**Task requirements**
Copy the entries exactly. Their pictures do not belong in the copy.

**Provided material**
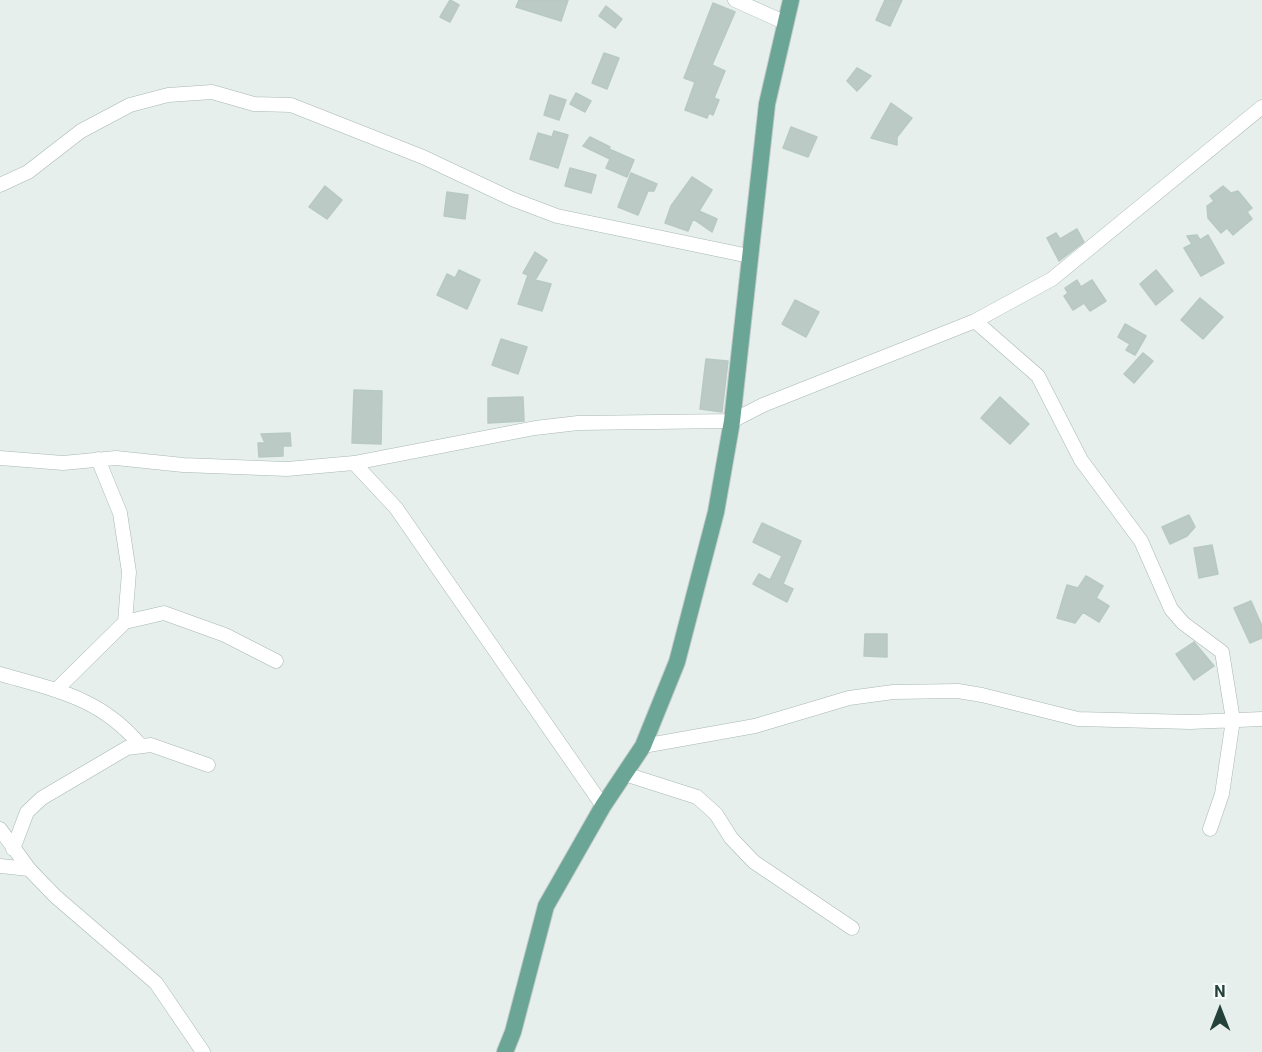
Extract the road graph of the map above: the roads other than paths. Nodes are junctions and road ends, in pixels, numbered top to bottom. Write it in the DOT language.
graph roads {
  1 [pos="735,0"];
  2 [pos="791,0"];
  3 [pos="784,22"];
  4 [pos="1262,107"];
  5 [pos="0,185"];
  6 [pos="749,256"];
  7 [pos="975,321"];
  8 [pos="732,420"];
  9 [pos="0,458"];
  10 [pos="98,459"];
  11 [pos="354,463"];
  12 [pos="125,622"];
  13 [pos="276,662"];
  14 [pos="0,674"];
  15 [pos="56,690"];
  16 [pos="1262,719"];
  17 [pos="1233,720"];
  18 [pos="140,745"];
  19 [pos="643,746"];
  20 [pos="208,765"];
  21 [pos="624,774"];
  22 [pos="603,806"];
  23 [pos="0,829"];
  24 [pos="1210,829"];
  25 [pos="13,849"];
  26 [pos="0,866"];
  27 [pos="29,869"];
  28 [pos="852,928"];
  29 [pos="203,1052"];
  30 [pos="505,1052"];
  1 -- 3 [label="street"];
  2 -- 3 [label="main road"];
  3 -- 6 [label="main road"];
  4 -- 7 [label="street"];
  5 -- 6 [label="street"];
  6 -- 8 [label="main road"];
  7 -- 8 [label="street"];
  7 -- 17 [label="street"];
  8 -- 11 [label="street"];
  8 -- 19 [label="main road"];
  9 -- 10 [label="street"];
  10 -- 11 [label="street"];
  10 -- 12 [label="street"];
  11 -- 22 [label="street"];
  12 -- 13 [label="street"];
  12 -- 15 [label="street"];
  14 -- 15 [label="street"];
  15 -- 18 [label="street"];
  16 -- 17 [label="street"];
  17 -- 19 [label="street"];
  17 -- 24 [label="street"];
  18 -- 20 [label="street"];
  18 -- 25 [label="street"];
  19 -- 21 [label="main road"];
  21 -- 22 [label="main road"];
  21 -- 28 [label="street"];
  22 -- 30 [label="main road"];
  23 -- 25 [label="street"];
  25 -- 27 [label="street"];
  26 -- 27 [label="street"];
  27 -- 29 [label="street"];
}
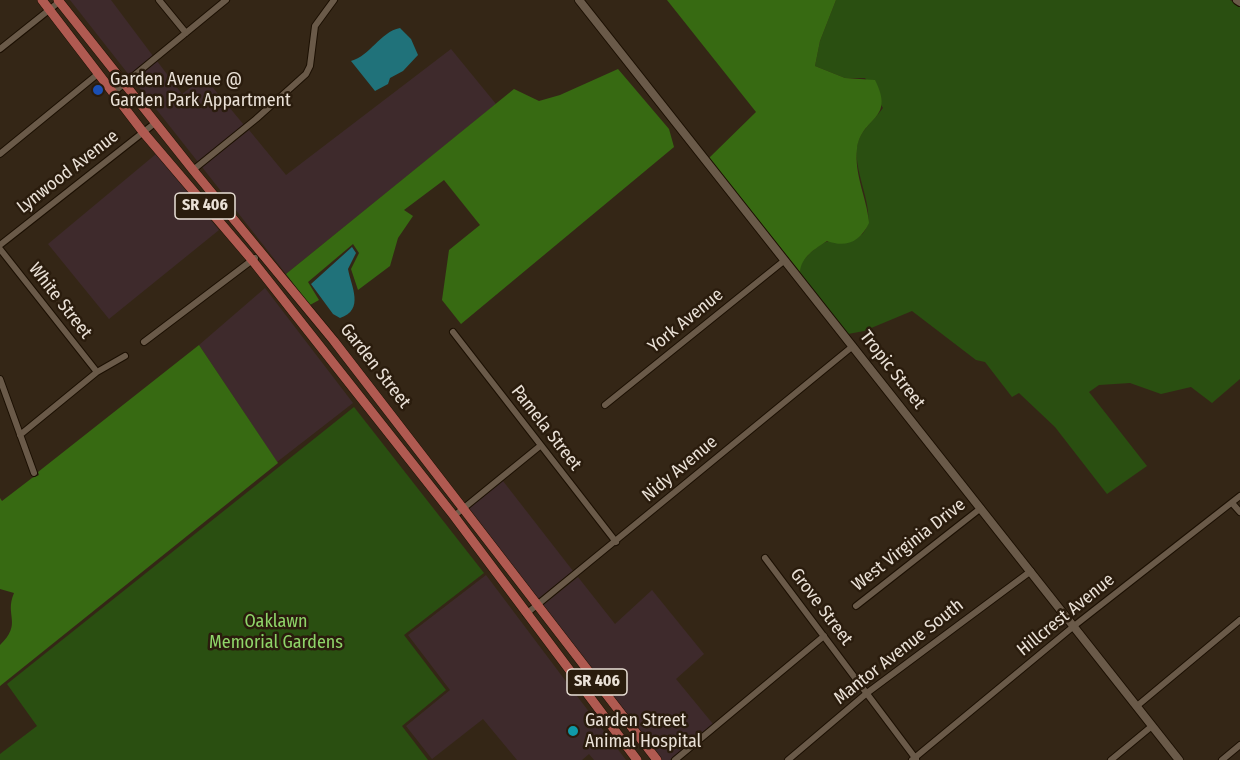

**Answer to the problem**
Extract the road graph of the map above: the roads other than paths. Nodes are junctions and road ends, in pixels, numbered top to bottom. Write it in the DOT language.
graph roads {
  1 [pos="735,0"];
  2 [pos="791,0"];
  3 [pos="784,22"];
  4 [pos="1262,107"];
  5 [pos="0,185"];
  6 [pos="749,256"];
  7 [pos="975,321"];
  8 [pos="732,420"];
  9 [pos="0,458"];
  10 [pos="98,459"];
  11 [pos="354,463"];
  12 [pos="125,622"];
  13 [pos="276,662"];
  14 [pos="0,674"];
  15 [pos="56,690"];
  16 [pos="1262,719"];
  17 [pos="1233,720"];
  18 [pos="140,745"];
  19 [pos="643,746"];
  20 [pos="208,765"];
  21 [pos="624,774"];
  22 [pos="603,806"];
  23 [pos="0,829"];
  24 [pos="1210,829"];
  25 [pos="13,849"];
  26 [pos="0,866"];
  27 [pos="29,869"];
  28 [pos="852,928"];
  29 [pos="203,1052"];
  30 [pos="505,1052"];
  1 -- 3 [label="street"];
  2 -- 3 [label="main road"];
  3 -- 6 [label="main road"];
  4 -- 7 [label="street"];
  5 -- 6 [label="street"];
  6 -- 8 [label="main road"];
  7 -- 8 [label="street"];
  7 -- 17 [label="street"];
  8 -- 11 [label="street"];
  8 -- 19 [label="main road"];
  9 -- 10 [label="street"];
  10 -- 11 [label="street"];
  10 -- 12 [label="street"];
  11 -- 22 [label="street"];
  12 -- 13 [label="street"];
  12 -- 15 [label="street"];
  14 -- 15 [label="street"];
  15 -- 18 [label="street"];
  16 -- 17 [label="street"];
  17 -- 19 [label="street"];
  17 -- 24 [label="street"];
  18 -- 20 [label="street"];
  18 -- 25 [label="street"];
  19 -- 21 [label="main road"];
  21 -- 22 [label="main road"];
  21 -- 28 [label="street"];
  22 -- 30 [label="main road"];
  23 -- 25 [label="street"];
  25 -- 27 [label="street"];
  26 -- 27 [label="street"];
  27 -- 29 [label="street"];
}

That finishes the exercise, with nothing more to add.